Furthermore, what the Government isn’t telling people is that only 9 of the additional 23 super clinics will be at full scale.
ENVIRONMENT:
Having shelved its response to what Kevin Rudd described as “the greatest moral challenge of our time”, the Budget demonstrates that the Government does not have a credible policy on climate change. The Coalition remains the only major party with a policy that will reduce carbon emissions by five per cent by 2020 while at the same time delivering good environmental outcomes.
But the Budget confirms that Kevin Rudd’s original great big new tax on everything — the ETS — will be coming back after the election.
MORE WASTE AND GOVERNMENT ADVERTISING:
In an undisguised election campaign strategy, the Government will spend $126 million on print, radio and television advertising.
Despite having no climate change policy, the Government will spend $30 million for another climate change advertising campaign.
The Government will also spend $38.5 million over two years to advertise the outcomes of the Henry Tax Review even though they only adopted a handful of the Review’s 138 recommendations.

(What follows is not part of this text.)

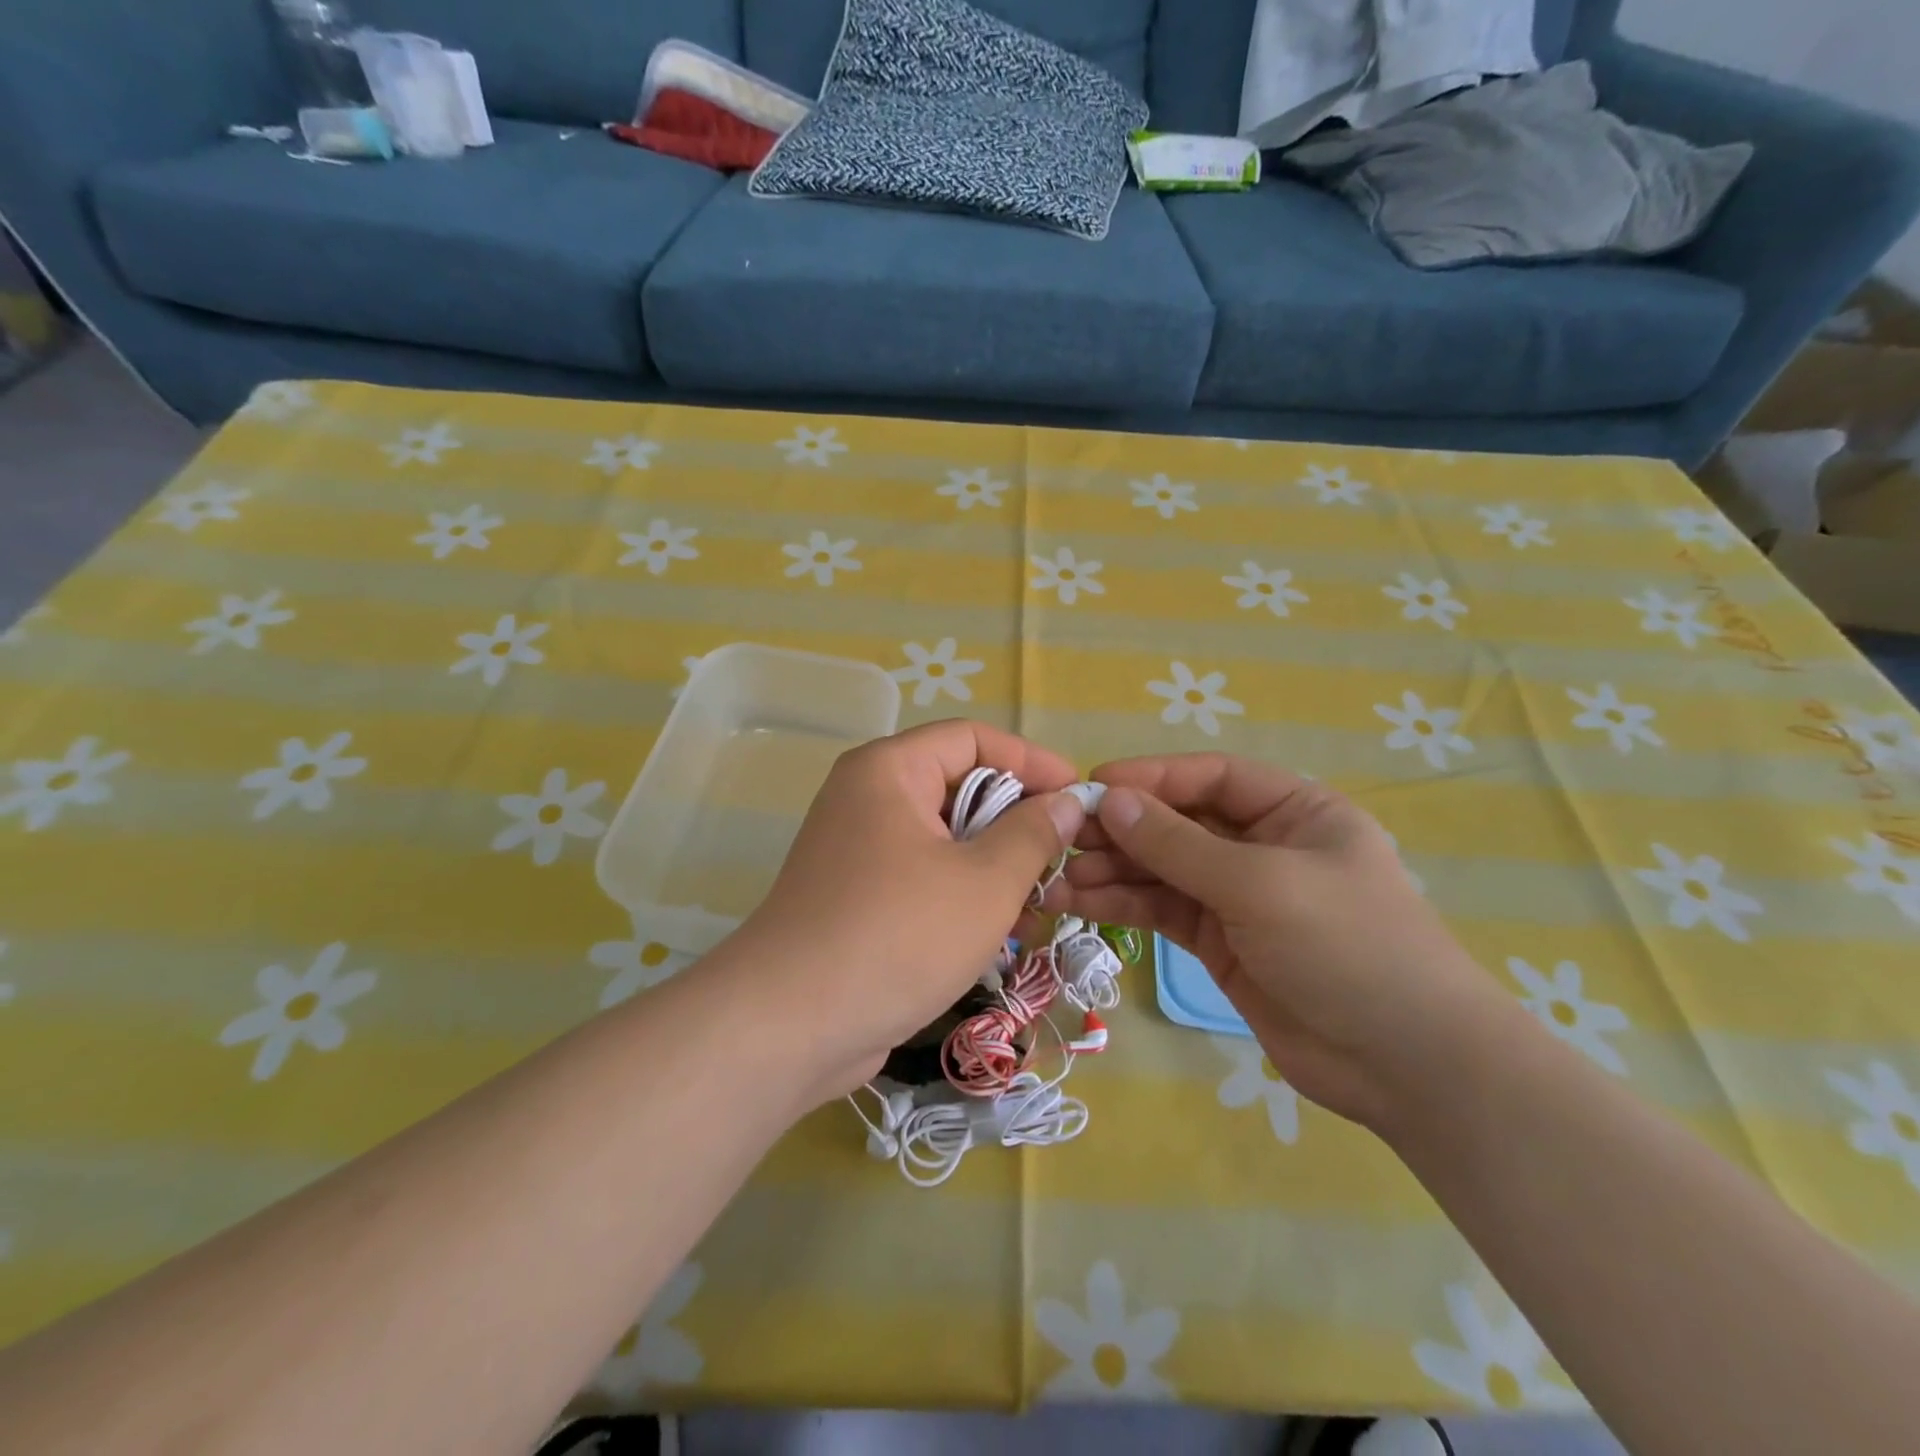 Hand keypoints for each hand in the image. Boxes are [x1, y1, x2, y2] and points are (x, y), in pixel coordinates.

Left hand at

Despite having not even introduced their Paid Parental Leave (PPL) legislation into the Parliament, for the second Budget year running, the Government has committed funding for PPL advertising to a new total of $12 million.
The Prime Minister’s daily PR spin on hospitals will continue with a new $29.5 million advertising campaign to sell their health package even though Western Australia has not signed on and all new beds won’t even be delivered until 2013-14.

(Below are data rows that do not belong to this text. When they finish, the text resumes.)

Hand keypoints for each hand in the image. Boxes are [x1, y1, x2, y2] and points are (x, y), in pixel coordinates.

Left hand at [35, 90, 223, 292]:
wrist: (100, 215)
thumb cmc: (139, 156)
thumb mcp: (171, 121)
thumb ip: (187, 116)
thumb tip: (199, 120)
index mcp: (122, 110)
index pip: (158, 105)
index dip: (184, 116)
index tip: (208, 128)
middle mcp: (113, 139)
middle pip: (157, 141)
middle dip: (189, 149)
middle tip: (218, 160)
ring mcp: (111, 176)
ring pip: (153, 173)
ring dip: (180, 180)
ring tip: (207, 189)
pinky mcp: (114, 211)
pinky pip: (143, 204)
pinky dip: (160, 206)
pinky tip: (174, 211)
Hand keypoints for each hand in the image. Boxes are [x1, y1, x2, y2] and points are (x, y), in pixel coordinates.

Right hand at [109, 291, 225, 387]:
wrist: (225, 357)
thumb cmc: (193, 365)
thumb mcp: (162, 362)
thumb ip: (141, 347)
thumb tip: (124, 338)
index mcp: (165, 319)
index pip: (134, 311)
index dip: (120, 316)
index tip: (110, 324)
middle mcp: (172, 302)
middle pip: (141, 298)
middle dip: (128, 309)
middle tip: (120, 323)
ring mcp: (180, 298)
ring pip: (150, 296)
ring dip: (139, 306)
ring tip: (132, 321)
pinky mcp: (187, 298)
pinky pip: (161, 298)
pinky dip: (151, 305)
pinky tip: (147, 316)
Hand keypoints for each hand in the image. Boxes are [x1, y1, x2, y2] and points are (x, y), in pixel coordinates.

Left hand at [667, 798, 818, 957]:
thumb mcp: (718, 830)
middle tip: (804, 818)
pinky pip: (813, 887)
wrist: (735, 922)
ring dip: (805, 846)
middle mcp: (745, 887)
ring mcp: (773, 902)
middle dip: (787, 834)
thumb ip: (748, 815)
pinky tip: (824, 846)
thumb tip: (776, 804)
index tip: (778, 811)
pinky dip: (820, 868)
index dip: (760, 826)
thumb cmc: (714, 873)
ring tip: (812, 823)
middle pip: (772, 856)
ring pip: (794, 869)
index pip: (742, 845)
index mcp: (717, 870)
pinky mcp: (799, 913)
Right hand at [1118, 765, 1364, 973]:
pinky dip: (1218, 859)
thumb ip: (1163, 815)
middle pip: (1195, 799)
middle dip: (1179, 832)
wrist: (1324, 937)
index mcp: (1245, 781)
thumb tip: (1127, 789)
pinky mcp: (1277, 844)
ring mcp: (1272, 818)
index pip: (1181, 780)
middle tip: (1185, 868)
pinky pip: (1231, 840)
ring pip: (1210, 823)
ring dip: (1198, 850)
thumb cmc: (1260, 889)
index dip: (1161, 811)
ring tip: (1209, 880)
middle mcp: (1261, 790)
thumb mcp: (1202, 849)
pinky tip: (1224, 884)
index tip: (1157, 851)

With broadband services under the NBN still years away, the Rudd Government has committed $16 million over two years, including $7.6 million in the current financial year, on an NBN advertising campaign while at the same time, cutting $16.4 million from the previous Coalition Government’s ‘Australian Broadband Guarantee’ programme which ensured fast and affordable broadband.
It would appear that politically motivated government advertising is more important to Kevin Rudd than the $21.2 million programme to combat illicit drugs, from which he has cut $4 million.
DEFENCE
Wayne Swan’s Budget delivers Kevin Rudd’s priorities to Defence — more bureaucrats and less to the front line, increasing civilian numbers by 1,500 and cutting the number of uniform personnel by 500. The Budget will also place greater pressure on recruitment and retention in the ADF with further cuts to the successful defence gap year programme.
INFRASTRUCTURE:
The Budget does not invest a single additional dollar in Australia’s major road networks. There is no additional funding for the duplication of the Pacific Highway, making a farce of Kevin Rudd’s commitment to finish the duplication by 2016 — another broken promise.